━━ Supplied data

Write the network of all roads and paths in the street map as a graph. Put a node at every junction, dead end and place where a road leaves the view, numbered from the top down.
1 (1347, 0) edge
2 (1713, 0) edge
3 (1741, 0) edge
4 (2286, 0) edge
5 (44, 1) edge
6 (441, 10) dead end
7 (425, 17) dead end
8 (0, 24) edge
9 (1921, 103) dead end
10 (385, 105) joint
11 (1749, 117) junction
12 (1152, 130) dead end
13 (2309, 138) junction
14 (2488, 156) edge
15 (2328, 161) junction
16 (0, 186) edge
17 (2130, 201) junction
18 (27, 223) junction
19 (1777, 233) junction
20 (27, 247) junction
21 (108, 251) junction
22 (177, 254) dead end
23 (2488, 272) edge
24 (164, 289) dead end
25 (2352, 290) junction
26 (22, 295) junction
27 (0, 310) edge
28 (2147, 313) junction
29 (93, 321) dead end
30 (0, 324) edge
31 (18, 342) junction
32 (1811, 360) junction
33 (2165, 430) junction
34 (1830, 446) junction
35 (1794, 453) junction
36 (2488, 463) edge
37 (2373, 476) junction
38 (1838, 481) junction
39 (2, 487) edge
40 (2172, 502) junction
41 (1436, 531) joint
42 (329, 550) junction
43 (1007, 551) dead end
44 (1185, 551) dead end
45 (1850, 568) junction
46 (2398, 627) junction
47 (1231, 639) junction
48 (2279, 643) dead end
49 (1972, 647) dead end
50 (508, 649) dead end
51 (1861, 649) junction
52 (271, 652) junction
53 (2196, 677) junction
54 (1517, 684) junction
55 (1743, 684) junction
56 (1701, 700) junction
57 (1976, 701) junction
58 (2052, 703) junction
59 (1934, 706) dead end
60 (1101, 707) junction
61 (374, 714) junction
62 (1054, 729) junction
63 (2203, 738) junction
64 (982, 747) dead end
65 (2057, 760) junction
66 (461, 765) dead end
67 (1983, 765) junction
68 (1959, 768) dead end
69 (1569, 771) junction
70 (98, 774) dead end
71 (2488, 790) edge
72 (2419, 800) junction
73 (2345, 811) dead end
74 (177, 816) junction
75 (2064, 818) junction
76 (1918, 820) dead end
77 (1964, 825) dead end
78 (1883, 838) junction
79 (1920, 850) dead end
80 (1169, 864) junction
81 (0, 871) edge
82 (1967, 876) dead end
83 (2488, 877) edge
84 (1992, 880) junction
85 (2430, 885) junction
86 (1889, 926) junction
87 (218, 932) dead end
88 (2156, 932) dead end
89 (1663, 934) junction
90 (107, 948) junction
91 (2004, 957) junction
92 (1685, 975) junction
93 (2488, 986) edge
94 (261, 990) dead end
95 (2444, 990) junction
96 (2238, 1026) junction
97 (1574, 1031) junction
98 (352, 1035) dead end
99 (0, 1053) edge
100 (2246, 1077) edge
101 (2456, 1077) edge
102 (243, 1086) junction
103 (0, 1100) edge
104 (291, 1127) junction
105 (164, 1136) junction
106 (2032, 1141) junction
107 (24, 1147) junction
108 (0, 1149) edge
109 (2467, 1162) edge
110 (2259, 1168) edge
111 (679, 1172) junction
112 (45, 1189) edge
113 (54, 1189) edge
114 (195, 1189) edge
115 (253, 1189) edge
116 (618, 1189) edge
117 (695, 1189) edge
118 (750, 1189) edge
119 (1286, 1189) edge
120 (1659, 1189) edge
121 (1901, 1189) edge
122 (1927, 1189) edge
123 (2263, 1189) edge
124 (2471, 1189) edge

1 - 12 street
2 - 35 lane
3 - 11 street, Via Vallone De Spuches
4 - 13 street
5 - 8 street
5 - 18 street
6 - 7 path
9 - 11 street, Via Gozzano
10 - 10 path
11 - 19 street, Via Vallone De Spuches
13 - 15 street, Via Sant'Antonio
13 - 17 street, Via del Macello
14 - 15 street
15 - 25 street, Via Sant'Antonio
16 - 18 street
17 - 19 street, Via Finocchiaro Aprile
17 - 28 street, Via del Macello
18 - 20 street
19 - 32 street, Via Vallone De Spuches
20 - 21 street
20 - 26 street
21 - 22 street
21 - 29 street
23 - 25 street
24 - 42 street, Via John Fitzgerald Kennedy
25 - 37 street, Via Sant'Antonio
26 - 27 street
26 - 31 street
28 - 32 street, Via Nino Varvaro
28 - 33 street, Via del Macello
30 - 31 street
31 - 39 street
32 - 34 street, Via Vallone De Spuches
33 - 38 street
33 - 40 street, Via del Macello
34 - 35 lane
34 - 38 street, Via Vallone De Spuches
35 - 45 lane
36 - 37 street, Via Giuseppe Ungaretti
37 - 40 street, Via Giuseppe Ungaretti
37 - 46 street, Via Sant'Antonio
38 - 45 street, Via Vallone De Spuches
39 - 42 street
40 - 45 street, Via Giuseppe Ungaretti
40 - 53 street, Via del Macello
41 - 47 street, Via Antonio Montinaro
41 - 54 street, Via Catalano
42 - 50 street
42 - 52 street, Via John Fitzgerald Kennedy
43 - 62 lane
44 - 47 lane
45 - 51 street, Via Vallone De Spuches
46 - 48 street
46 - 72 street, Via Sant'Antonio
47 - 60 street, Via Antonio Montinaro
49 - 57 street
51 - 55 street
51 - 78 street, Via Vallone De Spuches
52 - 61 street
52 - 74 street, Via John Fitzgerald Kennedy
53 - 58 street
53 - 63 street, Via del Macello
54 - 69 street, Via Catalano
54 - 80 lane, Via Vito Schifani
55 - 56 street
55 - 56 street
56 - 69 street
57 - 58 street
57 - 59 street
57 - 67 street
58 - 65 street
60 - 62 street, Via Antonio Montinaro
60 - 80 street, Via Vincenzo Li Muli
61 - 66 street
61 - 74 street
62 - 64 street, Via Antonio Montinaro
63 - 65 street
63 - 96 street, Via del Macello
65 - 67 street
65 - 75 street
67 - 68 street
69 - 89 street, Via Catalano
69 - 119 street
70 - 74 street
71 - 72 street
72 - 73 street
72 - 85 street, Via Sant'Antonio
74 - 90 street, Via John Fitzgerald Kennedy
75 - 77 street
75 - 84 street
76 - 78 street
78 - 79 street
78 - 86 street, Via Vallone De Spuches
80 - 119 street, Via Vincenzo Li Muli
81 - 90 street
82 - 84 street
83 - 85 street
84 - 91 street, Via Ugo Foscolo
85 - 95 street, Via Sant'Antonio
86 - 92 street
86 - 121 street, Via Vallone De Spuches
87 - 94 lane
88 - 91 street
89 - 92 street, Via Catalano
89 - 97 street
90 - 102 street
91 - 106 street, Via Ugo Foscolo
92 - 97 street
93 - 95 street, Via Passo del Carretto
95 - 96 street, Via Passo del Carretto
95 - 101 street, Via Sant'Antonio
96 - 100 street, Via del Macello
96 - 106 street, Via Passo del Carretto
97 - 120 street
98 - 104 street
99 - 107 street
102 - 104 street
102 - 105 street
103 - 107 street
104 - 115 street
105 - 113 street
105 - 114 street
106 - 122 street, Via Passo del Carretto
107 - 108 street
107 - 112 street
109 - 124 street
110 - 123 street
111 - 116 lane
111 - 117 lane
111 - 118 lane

━━━━

Give every record again, exactly as it reads.

▸ **Expected answer**:
Write the network of all roads and paths in the street map as a graph. Put a node at every junction, dead end and place where a road leaves the view, numbered from the top down.
1 (1347, 0) edge
2 (1713, 0) edge
3 (1741, 0) edge
4 (2286, 0) edge
5 (44, 1) edge
6 (441, 10) dead end
7 (425, 17) dead end
8 (0, 24) edge
9 (1921, 103) dead end
10 (385, 105) joint
11 (1749, 117) junction
12 (1152, 130) dead end
13 (2309, 138) junction
14 (2488, 156) edge
15 (2328, 161) junction
16 (0, 186) edge
17 (2130, 201) junction
18 (27, 223) junction
19 (1777, 233) junction
20 (27, 247) junction
21 (108, 251) junction
22 (177, 254) dead end
23 (2488, 272) edge
24 (164, 289) dead end
25 (2352, 290) junction
26 (22, 295) junction
27 (0, 310) edge
28 (2147, 313) junction
29 (93, 321) dead end
30 (0, 324) edge
31 (18, 342) junction
32 (1811, 360) junction
33 (2165, 430) junction
34 (1830, 446) junction
35 (1794, 453) junction
36 (2488, 463) edge
37 (2373, 476) junction
38 (1838, 481) junction
39 (2, 487) edge
40 (2172, 502) junction
41 (1436, 531) joint
42 (329, 550) junction
43 (1007, 551) dead end
44 (1185, 551) dead end
45 (1850, 568) junction
46 (2398, 627) junction
47 (1231, 639) junction
48 (2279, 643) dead end
49 (1972, 647) dead end
50 (508, 649) dead end
51 (1861, 649) junction
52 (271, 652) junction
53 (2196, 677) junction
54 (1517, 684) junction
55 (1743, 684) junction
56 (1701, 700) junction
57 (1976, 701) junction
58 (2052, 703) junction
59 (1934, 706) dead end
60 (1101, 707) junction
61 (374, 714) junction
62 (1054, 729) junction
63 (2203, 738) junction
64 (982, 747) dead end
65 (2057, 760) junction
66 (461, 765) dead end
67 (1983, 765) junction
68 (1959, 768) dead end
69 (1569, 771) junction
70 (98, 774) dead end
71 (2488, 790) edge
72 (2419, 800) junction
73 (2345, 811) dead end
74 (177, 816) junction
75 (2064, 818) junction
76 (1918, 820) dead end
77 (1964, 825) dead end
78 (1883, 838) junction
79 (1920, 850) dead end
80 (1169, 864) junction
81 (0, 871) edge
82 (1967, 876) dead end
83 (2488, 877) edge
84 (1992, 880) junction
85 (2430, 885) junction
86 (1889, 926) junction
87 (218, 932) dead end
88 (2156, 932) dead end
89 (1663, 934) junction
90 (107, 948) junction
91 (2004, 957) junction
92 (1685, 975) junction
93 (2488, 986) edge
94 (261, 990) dead end
95 (2444, 990) junction
96 (2238, 1026) junction
97 (1574, 1031) junction
98 (352, 1035) dead end
99 (0, 1053) edge
100 (2246, 1077) edge
101 (2456, 1077) edge
102 (243, 1086) junction
103 (0, 1100) edge
104 (291, 1127) junction
105 (164, 1136) junction
106 (2032, 1141) junction
107 (24, 1147) junction
108 (0, 1149) edge
109 (2467, 1162) edge
110 (2259, 1168) edge
111 (679, 1172) junction
112 (45, 1189) edge
113 (54, 1189) edge
114 (195, 1189) edge
115 (253, 1189) edge
116 (618, 1189) edge
117 (695, 1189) edge
118 (750, 1189) edge
119 (1286, 1189) edge
120 (1659, 1189) edge
121 (1901, 1189) edge
122 (1927, 1189) edge
123 (2263, 1189) edge
124 (2471, 1189) edge

1 - 12 street
2 - 35 lane
3 - 11 street, Via Vallone De Spuches
4 - 13 street
5 - 8 street
5 - 18 street
6 - 7 path
9 - 11 street, Via Gozzano
10 - 10 path
11 - 19 street, Via Vallone De Spuches
13 - 15 street, Via Sant'Antonio
13 - 17 street, Via del Macello
14 - 15 street
15 - 25 street, Via Sant'Antonio
16 - 18 street
17 - 19 street, Via Finocchiaro Aprile
17 - 28 street, Via del Macello
18 - 20 street
19 - 32 street, Via Vallone De Spuches
20 - 21 street
20 - 26 street
21 - 22 street
21 - 29 street
23 - 25 street
24 - 42 street, Via John Fitzgerald Kennedy
25 - 37 street, Via Sant'Antonio
26 - 27 street
26 - 31 street
28 - 32 street, Via Nino Varvaro
28 - 33 street, Via del Macello
30 - 31 street
31 - 39 street
32 - 34 street, Via Vallone De Spuches
33 - 38 street
33 - 40 street, Via del Macello
34 - 35 lane
34 - 38 street, Via Vallone De Spuches
35 - 45 lane
36 - 37 street, Via Giuseppe Ungaretti
37 - 40 street, Via Giuseppe Ungaretti
37 - 46 street, Via Sant'Antonio
38 - 45 street, Via Vallone De Spuches
39 - 42 street
40 - 45 street, Via Giuseppe Ungaretti
40 - 53 street, Via del Macello
41 - 47 street, Via Antonio Montinaro
41 - 54 street, Via Catalano
42 - 50 street
42 - 52 street, Via John Fitzgerald Kennedy
43 - 62 lane
44 - 47 lane
45 - 51 street, Via Vallone De Spuches
46 - 48 street
46 - 72 street, Via Sant'Antonio
47 - 60 street, Via Antonio Montinaro
49 - 57 street
51 - 55 street
51 - 78 street, Via Vallone De Spuches
52 - 61 street
52 - 74 street, Via John Fitzgerald Kennedy
53 - 58 street
53 - 63 street, Via del Macello
54 - 69 street, Via Catalano
54 - 80 lane, Via Vito Schifani
55 - 56 street
55 - 56 street
56 - 69 street
57 - 58 street
57 - 59 street
57 - 67 street
58 - 65 street
60 - 62 street, Via Antonio Montinaro
60 - 80 street, Via Vincenzo Li Muli
61 - 66 street
61 - 74 street
62 - 64 street, Via Antonio Montinaro
63 - 65 street
63 - 96 street, Via del Macello
65 - 67 street
65 - 75 street
67 - 68 street
69 - 89 street, Via Catalano
69 - 119 street
70 - 74 street
71 - 72 street
72 - 73 street
72 - 85 street, Via Sant'Antonio
74 - 90 street, Via John Fitzgerald Kennedy
75 - 77 street
75 - 84 street
76 - 78 street
78 - 79 street
78 - 86 street, Via Vallone De Spuches
80 - 119 street, Via Vincenzo Li Muli
81 - 90 street
82 - 84 street
83 - 85 street
84 - 91 street, Via Ugo Foscolo
85 - 95 street, Via Sant'Antonio
86 - 92 street
86 - 121 street, Via Vallone De Spuches
87 - 94 lane
88 - 91 street
89 - 92 street, Via Catalano
89 - 97 street
90 - 102 street
91 - 106 street, Via Ugo Foscolo
92 - 97 street
93 - 95 street, Via Passo del Carretto
95 - 96 street, Via Passo del Carretto
95 - 101 street, Via Sant'Antonio
96 - 100 street, Via del Macello
96 - 106 street, Via Passo del Carretto
97 - 120 street
98 - 104 street
99 - 107 street
102 - 104 street
102 - 105 street
103 - 107 street
104 - 115 street
105 - 113 street
105 - 114 street
106 - 122 street, Via Passo del Carretto
107 - 108 street
107 - 112 street
109 - 124 street
110 - 123 street
111 - 116 lane
111 - 117 lane
111 - 118 lane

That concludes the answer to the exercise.